This function calculates an extended version of BIC, which is computed using a particular weighted average of the total residual sum of squares and the number of clusters.
SCEM uses the following equation for the BIC of each partition:
\[BIC(P) = (np)\log \left\lbrace\frac{RSS(P)}{np}\right\rbrace + |P|(B_{n}^{-1}-1) \log(nB_{n}),\]
where \(RSS(P) = \sum_{q=1}^{Q} RSS(S_q)\).
The sample size of each individual time series (i.e. the number of observations) is denoted by \(n\), but in dealing with archaeological data, not all the time series in a data set will have the same number of observations.
In order to have a reasonable representative value for the sample size, we have chosen to use the natural arithmetic mean \(n=(n_1+\dots+n_p)/p\).
\((B_{n}^{-1}-1)\log(nB_{n})\) is the tuning parameter that places the penalty on the number of clusters (also note that the term \(nB_{n}\)). Using a different tuning parameter \(\gamma_{n}\) in place of \((B_{n}^{-1}-1)\log(nB_{n})\) allows stronger or weaker penalties on the number of clusters.

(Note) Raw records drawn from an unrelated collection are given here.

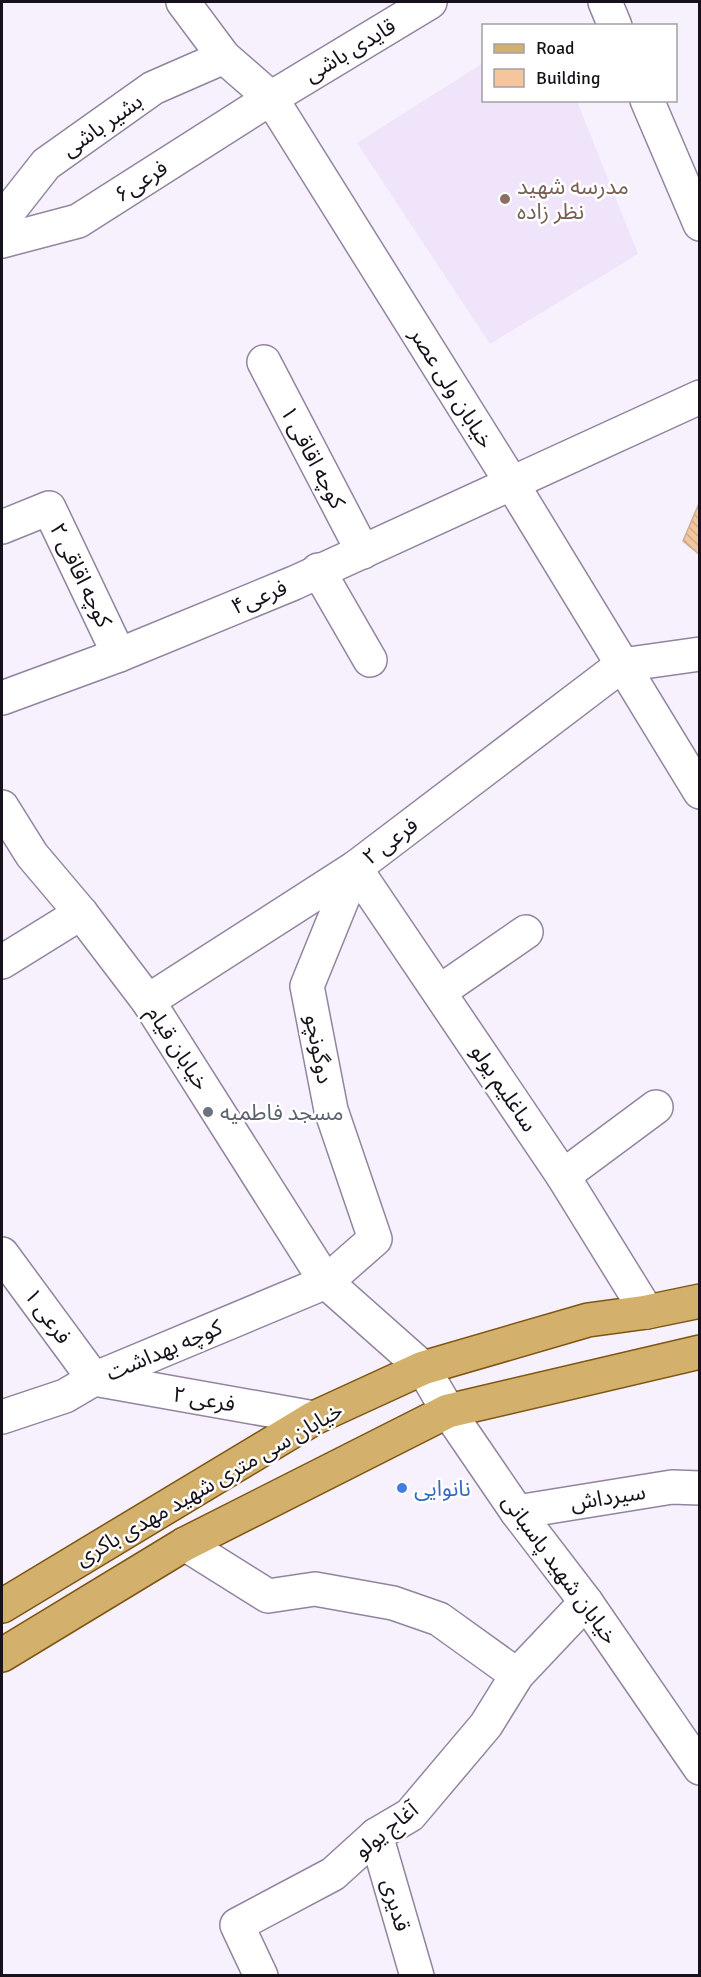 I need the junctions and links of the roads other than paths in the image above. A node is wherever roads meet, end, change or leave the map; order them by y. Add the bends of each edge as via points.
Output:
1 (183, 2) edge
2 (430, 2) edge
3 (605, 2) edge
4 (614, 24) edge
5 (224, 57) junction
6 (271, 98) junction
7 (648, 102) edge
8 (2, 220) edge
9 (699, 224) edge
10 (2, 241) edge
11 (264, 362) dead end
12 (699, 397) edge
13 (511, 482) junction
14 (2, 527) edge
15 (363, 552) junction
16 (318, 570) junction
17 (699, 654) edge
18 (119, 655) junction
19 (370, 660) dead end
20 (622, 665) junction
21 (2, 698) edge
22 (699, 792) edge
23 (2, 807) edge
24 (356, 868) junction
25 (81, 913) junction
26 (526, 932) dead end
27 (2, 962) edge
28 (438, 992) junction
29 (148, 1001) junction
30 (656, 1107) dead end
31 (563, 1176) junction
32 (2, 1254) edge
33 (326, 1282) junction
34 (699, 1301) edge
35 (647, 1312) junction
36 (699, 1352) edge
37 (423, 1368) junction
38 (94, 1379) junction
39 (448, 1410) junction
40 (2, 1417) edge
41 (314, 1418) junction
42 (699, 1488) edge
43 (517, 1512) junction
44 (185, 1544) junction
45 (586, 1602) junction
46 (2, 1606) edge
47 (2, 1655) edge
48 (517, 1675) junction
49 (699, 1767) edge
50 (376, 1835) junction
51 (261, 1976) edge
52 (417, 1976) edge

1 - 5 street, خیابان ولی عصر
2 - 6 street, قایدی باشی
3 - 4 street
5 - 6 street, خیابان ولی عصر
5 - 8 street, بشیر باشی via 153,88 46,164
6 - 10 street, فرعی۶ via 78,221
6 - 13 street, خیابان ولی عصر
7 - 9 street
11 - 15 street, کوچه اقاقی ۱
12 - 13 street, فرعی۴
13 - 15 street, فرعی۴
13 - 20 street, خیابان ولی عصر
14 - 18 street, کوچه اقاقی ۲ via 49,508
15 - 16 street, فرعی۴
16 - 18 street, فرعی۴
16 - 19 street
17 - 20 street
18 - 21 street, فرعی۴
20 - 22 street, خیابان ولی عصر
20 - 24 street, فرعی ۲
23 - 25 street, خیابان قیام via 32,855
24 - 28 street, ساغلیم یولو
24 - 29 street, فرعی ۲
24 - 33 street, دوگونچو via 308,986 331,1110 375,1239
25 - 27 street
25 - 29 street, خیابان قیام
26 - 28 street
28 - 31 street, ساغلیم یولو
29 - 33 street, خیابان قیام
30 - 31 street
31 - 35 street, ساغلیم یولو
32 - 38 street, فرعی ۱
33 - 37 street, خیابان قیام
33 - 38 street, کوچه بهداشت
34 - 35 main road, خیابان سی متری شهید مهدی باکری
35 - 37 main road, خیابان سی متری شهید مهدی باکری via 588,1320
36 - 39 main road, خیابان سی متری شهید مهدی باکری
37 - 39 street, خیابان شهید پاسبانی
37 - 41 main road, خیابان سی متری شهید مهدی باکری
38 - 40 street, کوچه بهداشت via 65,1396
38 - 41 street, فرعی ۲
39 - 43 street, خیابان شهید پاسبانی
39 - 44 main road, خیابان سی متری شهید مهدی باکری
41 - 46 main road, خیابان سی متری شهید مهدی باکری
42 - 43 street, سیرداش via 672,1487
43 - 45 street, خیابان شهید پاسبانی
44 - 47 main road, خیابان سی متری شهید مهدی باکری
44 - 48 street via 268,1596 315,1589 393,1603 439,1619
45 - 48 street, آغاج یولو
45 - 49 street, خیابان شهید پاسبانی
48 - 50 street, آغاج یولو via 486,1725 410,1815
50 - 51 street, آغاج یولو via 333,1874 237,1925
50 - 52 street, قدیری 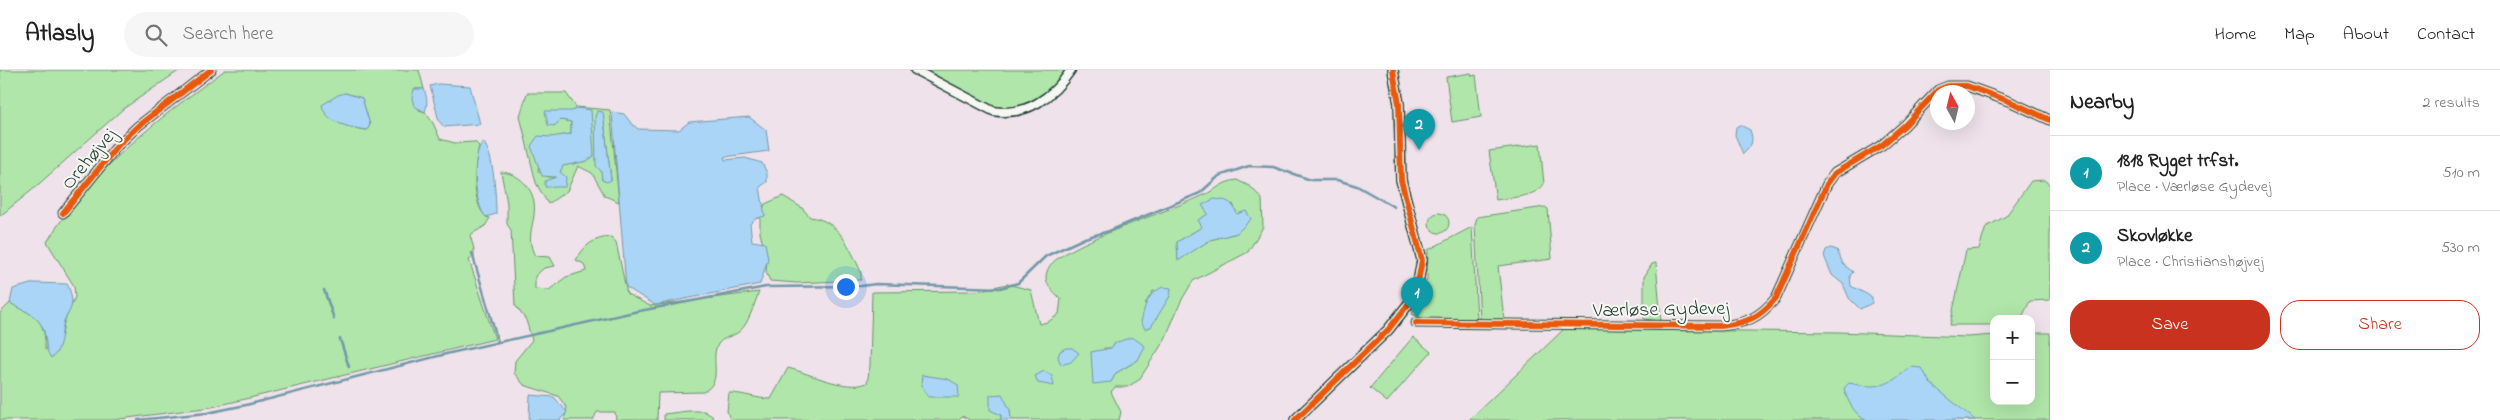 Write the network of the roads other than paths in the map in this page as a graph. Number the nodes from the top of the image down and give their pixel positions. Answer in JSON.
{"nodes":[{"id":1,"x":212,"y":70,"type":"edge"},
{"id":2,"x":914,"y":70,"type":"edge"},
{"id":3,"x":1071,"y":70,"type":"edge"},
{"id":4,"x":1393,"y":70,"type":"edge"},
{"id":5,"x":2050,"y":120,"type":"edge"},
{"id":6,"x":63,"y":213,"type":"dead end"},
{"id":7,"x":1416,"y":323,"type":"dead end"},
{"id":8,"x":1295,"y":420,"type":"edge"}],
"edges":[{"from":1,"to":6,"type":"street","name":"Orehøjvej"},
{"from":2,"to":3,"type":"street"},
{"from":4,"to":8,"type":"street"},
{"from":5,"to":7,"type":"street","name":"Værløse Gydevej"}]} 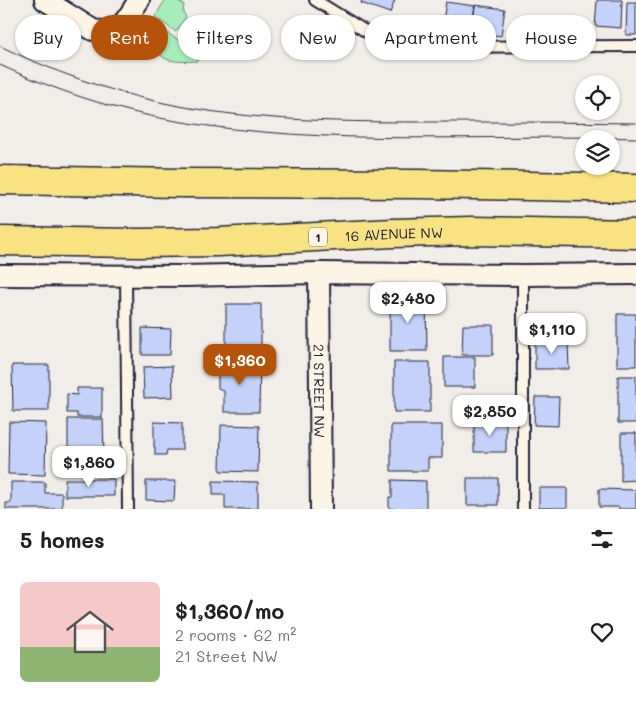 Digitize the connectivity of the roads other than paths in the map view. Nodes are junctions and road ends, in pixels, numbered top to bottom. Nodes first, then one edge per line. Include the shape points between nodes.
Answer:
1 (45, 0) edge
2 (139, 0) edge
3 (315, 0) edge
4 (636, 46) edge
5 (0, 180) edge
6 (636, 188) edge
7 (636, 234) edge
8 (0, 241) edge
9 (319, 273) junction
10 (636, 274) edge
11 (0, 275) edge
12 (523, 275) junction
13 (126, 276) junction
14 (128, 509) edge
15 (321, 509) edge
16 (523, 509) edge

1 - 2 street via 93,30 108,32 121,26
3 - 4 lane via 391,47
5 - 6 highway
7 - 8 highway, 16 AVENUE NW / 1 via 471,231 208,242
9 - 12 street
9 - 13 street
9 - 15 street, 21 STREET NW
10 - 12 street
11 - 13 street
12 - 16 lane
13 - 14 lane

EBIC(paths, partition, bandwidth)
paths | A list of data frames, where each frame contains the data for one individual. Every data frame should have two columns with names 'distance' and 'oxygen'. |
---|---|
partition | A list of vectors. Each element in the list is a vector of integers, corresponding to individuals considered in one group. |
bandwidth | Denotes the order of the bandwidth that should be used in the estimation process. bandwidth = k will mean that the bandwidth is n^k. |
Value of the extended BIC function for the partition.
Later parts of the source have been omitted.